(Stored data)
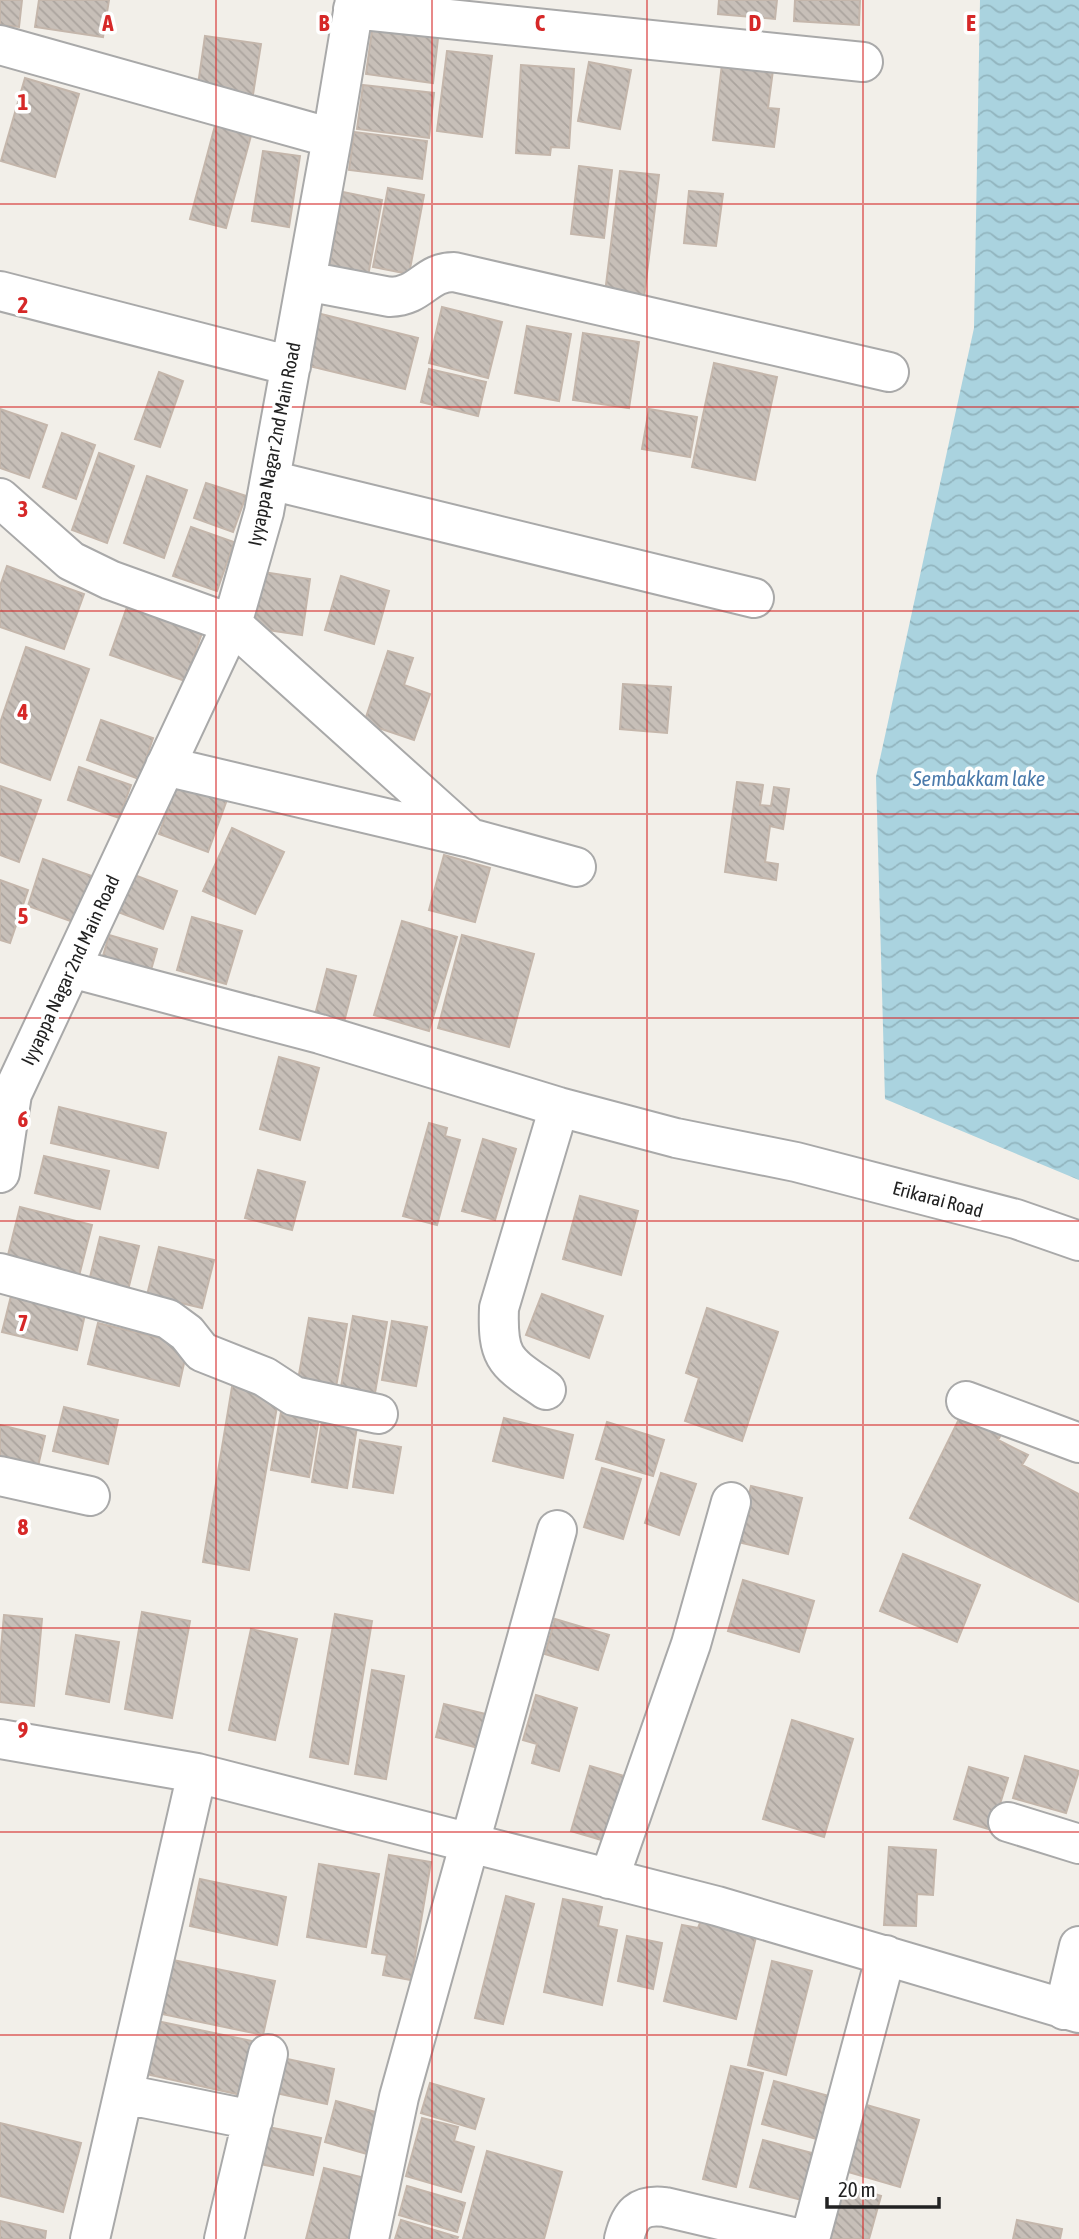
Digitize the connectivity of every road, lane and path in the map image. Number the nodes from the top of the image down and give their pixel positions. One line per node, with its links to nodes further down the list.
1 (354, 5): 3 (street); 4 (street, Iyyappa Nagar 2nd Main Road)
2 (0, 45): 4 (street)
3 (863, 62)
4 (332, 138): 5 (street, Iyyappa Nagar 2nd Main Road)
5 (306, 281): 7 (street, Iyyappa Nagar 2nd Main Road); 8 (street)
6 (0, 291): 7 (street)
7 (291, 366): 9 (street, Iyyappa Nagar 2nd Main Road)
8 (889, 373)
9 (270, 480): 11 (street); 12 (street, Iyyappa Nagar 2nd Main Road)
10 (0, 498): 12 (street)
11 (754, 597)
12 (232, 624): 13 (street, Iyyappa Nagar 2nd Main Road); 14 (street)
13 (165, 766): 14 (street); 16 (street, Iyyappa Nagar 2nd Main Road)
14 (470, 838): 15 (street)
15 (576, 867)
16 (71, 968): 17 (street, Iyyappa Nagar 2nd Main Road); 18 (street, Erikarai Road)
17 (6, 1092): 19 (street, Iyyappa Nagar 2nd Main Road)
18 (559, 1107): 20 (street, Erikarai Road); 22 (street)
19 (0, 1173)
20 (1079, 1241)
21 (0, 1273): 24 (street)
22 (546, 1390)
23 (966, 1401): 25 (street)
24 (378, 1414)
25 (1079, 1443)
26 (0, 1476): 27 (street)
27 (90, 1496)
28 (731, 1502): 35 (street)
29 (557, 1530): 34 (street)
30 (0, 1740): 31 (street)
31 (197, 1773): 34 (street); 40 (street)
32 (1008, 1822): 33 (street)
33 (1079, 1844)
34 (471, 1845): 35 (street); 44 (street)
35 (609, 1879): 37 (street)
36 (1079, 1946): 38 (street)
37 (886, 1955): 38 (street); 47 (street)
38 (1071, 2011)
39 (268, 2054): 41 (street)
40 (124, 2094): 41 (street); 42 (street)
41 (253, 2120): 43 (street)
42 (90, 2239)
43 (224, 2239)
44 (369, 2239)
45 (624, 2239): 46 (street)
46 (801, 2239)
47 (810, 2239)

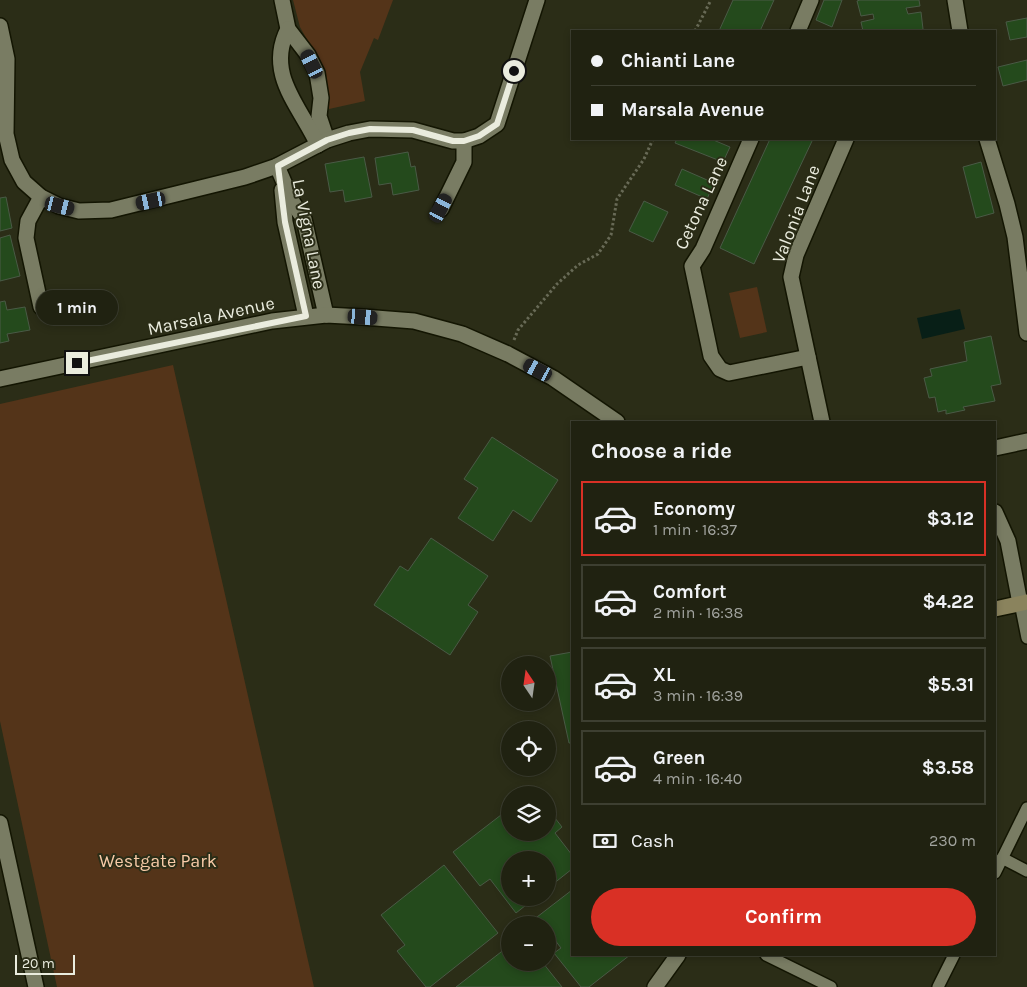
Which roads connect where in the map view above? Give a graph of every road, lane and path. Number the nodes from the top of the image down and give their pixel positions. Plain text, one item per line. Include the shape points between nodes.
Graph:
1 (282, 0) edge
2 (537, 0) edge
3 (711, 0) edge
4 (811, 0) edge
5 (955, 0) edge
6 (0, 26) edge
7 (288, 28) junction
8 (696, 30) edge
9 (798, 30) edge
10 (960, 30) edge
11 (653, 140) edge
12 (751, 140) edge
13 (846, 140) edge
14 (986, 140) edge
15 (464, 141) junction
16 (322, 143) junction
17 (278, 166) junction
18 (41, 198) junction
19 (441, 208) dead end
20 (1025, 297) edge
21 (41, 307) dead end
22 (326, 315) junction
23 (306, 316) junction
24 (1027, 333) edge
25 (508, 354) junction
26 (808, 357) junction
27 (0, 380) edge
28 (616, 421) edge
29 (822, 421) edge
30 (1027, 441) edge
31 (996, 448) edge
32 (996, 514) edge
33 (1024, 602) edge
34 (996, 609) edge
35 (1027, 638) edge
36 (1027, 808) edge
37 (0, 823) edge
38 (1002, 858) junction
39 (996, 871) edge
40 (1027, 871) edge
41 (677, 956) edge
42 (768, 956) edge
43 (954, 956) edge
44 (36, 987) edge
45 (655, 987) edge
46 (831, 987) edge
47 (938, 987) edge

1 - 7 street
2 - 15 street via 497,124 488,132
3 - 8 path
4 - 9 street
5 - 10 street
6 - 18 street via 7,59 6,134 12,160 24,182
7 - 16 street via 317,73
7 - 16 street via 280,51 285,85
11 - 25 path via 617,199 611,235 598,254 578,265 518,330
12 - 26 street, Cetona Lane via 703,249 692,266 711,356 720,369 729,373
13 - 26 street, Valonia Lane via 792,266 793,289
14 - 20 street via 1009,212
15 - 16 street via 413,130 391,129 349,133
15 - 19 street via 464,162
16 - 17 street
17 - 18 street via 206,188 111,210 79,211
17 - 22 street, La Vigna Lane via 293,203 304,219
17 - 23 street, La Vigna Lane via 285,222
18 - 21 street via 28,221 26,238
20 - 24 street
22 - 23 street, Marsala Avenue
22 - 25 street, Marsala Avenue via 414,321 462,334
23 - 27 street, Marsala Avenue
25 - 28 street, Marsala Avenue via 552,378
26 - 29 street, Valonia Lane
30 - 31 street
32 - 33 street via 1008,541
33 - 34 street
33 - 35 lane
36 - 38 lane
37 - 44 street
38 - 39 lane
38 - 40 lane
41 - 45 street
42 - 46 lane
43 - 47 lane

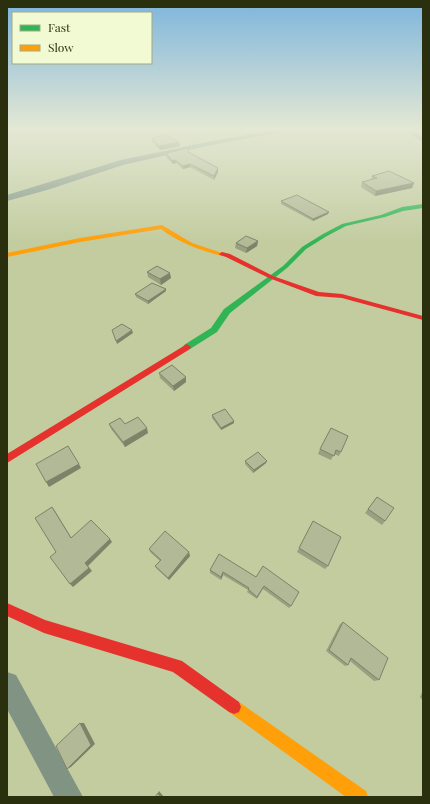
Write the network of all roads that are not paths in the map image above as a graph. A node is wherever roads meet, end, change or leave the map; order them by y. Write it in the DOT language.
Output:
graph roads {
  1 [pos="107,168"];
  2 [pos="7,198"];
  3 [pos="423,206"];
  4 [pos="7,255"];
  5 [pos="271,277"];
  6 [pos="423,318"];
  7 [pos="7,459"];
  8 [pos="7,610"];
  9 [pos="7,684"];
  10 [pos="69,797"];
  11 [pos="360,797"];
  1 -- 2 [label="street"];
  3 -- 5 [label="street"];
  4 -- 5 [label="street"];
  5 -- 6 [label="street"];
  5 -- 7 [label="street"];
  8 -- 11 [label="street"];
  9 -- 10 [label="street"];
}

Your instructions
Verbatim repetition of the entries is required, excluding any pictures.

Expected answer
Digitize the connectivity of every road, lane and path in the map image. Number the nodes from the top of the image down and give their pixel positions. One line per node, with its links to nodes further down the list.
1 (354, 5): 3 (street); 4 (street, Iyyappa Nagar 2nd Main Road)
2 (0, 45): 4 (street)
3 (863, 62)
4 (332, 138): 5 (street, Iyyappa Nagar 2nd Main Road)
5 (306, 281): 7 (street, Iyyappa Nagar 2nd Main Road); 8 (street)
6 (0, 291): 7 (street)
7 (291, 366): 9 (street, Iyyappa Nagar 2nd Main Road)
8 (889, 373)
9 (270, 480): 11 (street); 12 (street, Iyyappa Nagar 2nd Main Road)
10 (0, 498): 12 (street)
11 (754, 597)
12 (232, 624): 13 (street, Iyyappa Nagar 2nd Main Road); 14 (street)
13 (165, 766): 14 (street); 16 (street, Iyyappa Nagar 2nd Main Road)
14 (470, 838): 15 (street)
15 (576, 867)
16 (71, 968): 17 (street, Iyyappa Nagar 2nd Main Road); 18 (street, Erikarai Road)
17 (6, 1092): 19 (street, Iyyappa Nagar 2nd Main Road)
18 (559, 1107): 20 (street, Erikarai Road); 22 (street)
19 (0, 1173)
20 (1079, 1241)
21 (0, 1273): 24 (street)
22 (546, 1390)
23 (966, 1401): 25 (street)
24 (378, 1414)
25 (1079, 1443)
26 (0, 1476): 27 (street)
27 (90, 1496)
28 (731, 1502): 35 (street)
29 (557, 1530): 34 (street)
30 (0, 1740): 31 (street)
31 (197, 1773): 34 (street); 40 (street)
32 (1008, 1822): 33 (street)
33 (1079, 1844)
34 (471, 1845): 35 (street); 44 (street)
35 (609, 1879): 37 (street)
36 (1079, 1946): 38 (street)
37 (886, 1955): 38 (street); 47 (street)
38 (1071, 2011)
39 (268, 2054): 41 (street)
40 (124, 2094): 41 (street); 42 (street)
41 (253, 2120): 43 (street)
42 (90, 2239)
43 (224, 2239)
44 (369, 2239)
45 (624, 2239): 46 (street)
46 (801, 2239)
47 (810, 2239)

Which roads connect where in the map view above? Give a graph of every road, lane and path. Number the nodes from the top of the image down and give their pixel positions. Plain text, one item per line. Include the shape points between nodes.
Graph:
1 (282, 0) edge
2 (537, 0) edge
3 (711, 0) edge
4 (811, 0) edge
5 (955, 0) edge
6 (0, 26) edge
7 (288, 28) junction
8 (696, 30) edge
9 (798, 30) edge
10 (960, 30) edge
11 (653, 140) edge
12 (751, 140) edge
13 (846, 140) edge
14 (986, 140) edge
15 (464, 141) junction
16 (322, 143) junction
17 (278, 166) junction
18 (41, 198) junction
19 (441, 208) dead end
20 (1025, 297) edge
21 (41, 307) dead end
22 (326, 315) junction
23 (306, 316) junction
24 (1027, 333) edge
25 (508, 354) junction
26 (808, 357) junction
27 (0, 380) edge
28 (616, 421) edge
29 (822, 421) edge
30 (1027, 441) edge
31 (996, 448) edge
32 (996, 514) edge
33 (1024, 602) edge
34 (996, 609) edge
35 (1027, 638) edge
36 (1027, 808) edge
37 (0, 823) edge
38 (1002, 858) junction
39 (996, 871) edge
40 (1027, 871) edge
41 (677, 956) edge
42 (768, 956) edge
43 (954, 956) edge
44 (36, 987) edge
45 (655, 987) edge
46 (831, 987) edge
47 (938, 987) edge

1 - 7 street
2 - 15 street via 497,124 488,132
3 - 8 path
4 - 9 street
5 - 10 street
6 - 18 street via 7,59 6,134 12,160 24,182
7 - 16 street via 317,73
7 - 16 street via 280,51 285,85
11 - 25 path via 617,199 611,235 598,254 578,265 518,330
12 - 26 street, Cetona Lane via 703,249 692,266 711,356 720,369 729,373
13 - 26 street, Valonia Lane via 792,266 793,289
14 - 20 street via 1009,212
15 - 16 street via 413,130 391,129 349,133
15 - 19 street via 464,162
16 - 17 street
17 - 18 street via 206,188 111,210 79,211
17 - 22 street, La Vigna Lane via 293,203 304,219
17 - 23 street, La Vigna Lane via 285,222
18 - 21 street via 28,221 26,238
20 - 24 street
22 - 23 street, Marsala Avenue
22 - 25 street, Marsala Avenue via 414,321 462,334
23 - 27 street, Marsala Avenue
25 - 28 street, Marsala Avenue via 552,378
26 - 29 street, Valonia Lane
30 - 31 street
32 - 33 street via 1008,541
33 - 34 street
33 - 35 lane
36 - 38 lane
37 - 44 street
38 - 39 lane
38 - 40 lane
41 - 45 street
42 - 46 lane
43 - 47 lane

Write the network of all roads that are not paths in the map image above as a graph. A node is wherever roads meet, end, change or leave the map; order them by y. Write it in the DOT language.
Output:
graph roads {
  1 [pos="107,168"];
  2 [pos="7,198"];
  3 [pos="423,206"];
  4 [pos="7,255"];
  5 [pos="271,277"];
  6 [pos="423,318"];
  7 [pos="7,459"];
  8 [pos="7,610"];
  9 [pos="7,684"];
  10 [pos="69,797"];
  11 [pos="360,797"];
  1 -- 2 [label="street"];
  3 -- 5 [label="street"];
  4 -- 5 [label="street"];
  5 -- 6 [label="street"];
  5 -- 7 [label="street"];
  8 -- 11 [label="street"];
  9 -- 10 [label="street"];
}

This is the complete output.